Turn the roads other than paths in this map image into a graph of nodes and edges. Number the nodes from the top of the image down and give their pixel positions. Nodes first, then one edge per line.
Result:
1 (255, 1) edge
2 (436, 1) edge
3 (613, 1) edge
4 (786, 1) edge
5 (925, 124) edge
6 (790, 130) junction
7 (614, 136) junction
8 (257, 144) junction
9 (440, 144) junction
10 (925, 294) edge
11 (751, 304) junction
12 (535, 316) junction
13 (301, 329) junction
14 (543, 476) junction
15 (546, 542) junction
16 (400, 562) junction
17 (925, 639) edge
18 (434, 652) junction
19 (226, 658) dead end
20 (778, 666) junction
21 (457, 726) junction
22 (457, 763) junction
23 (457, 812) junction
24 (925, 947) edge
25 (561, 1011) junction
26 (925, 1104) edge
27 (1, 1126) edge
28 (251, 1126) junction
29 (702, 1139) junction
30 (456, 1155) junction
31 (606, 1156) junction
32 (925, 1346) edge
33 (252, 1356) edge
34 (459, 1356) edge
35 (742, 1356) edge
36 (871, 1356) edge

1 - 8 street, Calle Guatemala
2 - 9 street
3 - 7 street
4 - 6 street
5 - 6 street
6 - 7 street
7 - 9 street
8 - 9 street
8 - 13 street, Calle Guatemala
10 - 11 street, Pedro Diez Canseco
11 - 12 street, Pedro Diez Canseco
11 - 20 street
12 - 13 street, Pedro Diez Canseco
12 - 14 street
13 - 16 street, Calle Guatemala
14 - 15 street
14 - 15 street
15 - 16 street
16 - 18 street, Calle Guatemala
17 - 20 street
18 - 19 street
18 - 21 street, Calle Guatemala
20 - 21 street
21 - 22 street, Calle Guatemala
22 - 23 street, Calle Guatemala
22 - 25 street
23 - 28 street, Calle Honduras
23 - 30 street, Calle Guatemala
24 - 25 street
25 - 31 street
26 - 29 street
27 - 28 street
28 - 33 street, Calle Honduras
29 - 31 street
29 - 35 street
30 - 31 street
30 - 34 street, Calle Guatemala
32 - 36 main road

━━━

### To do:
Lines that contain the string "Canseco" should be copied from the material above.

### Task result:
10 - 11 street, Pedro Diez Canseco
11 - 12 street, Pedro Diez Canseco
12 - 13 street, Pedro Diez Canseco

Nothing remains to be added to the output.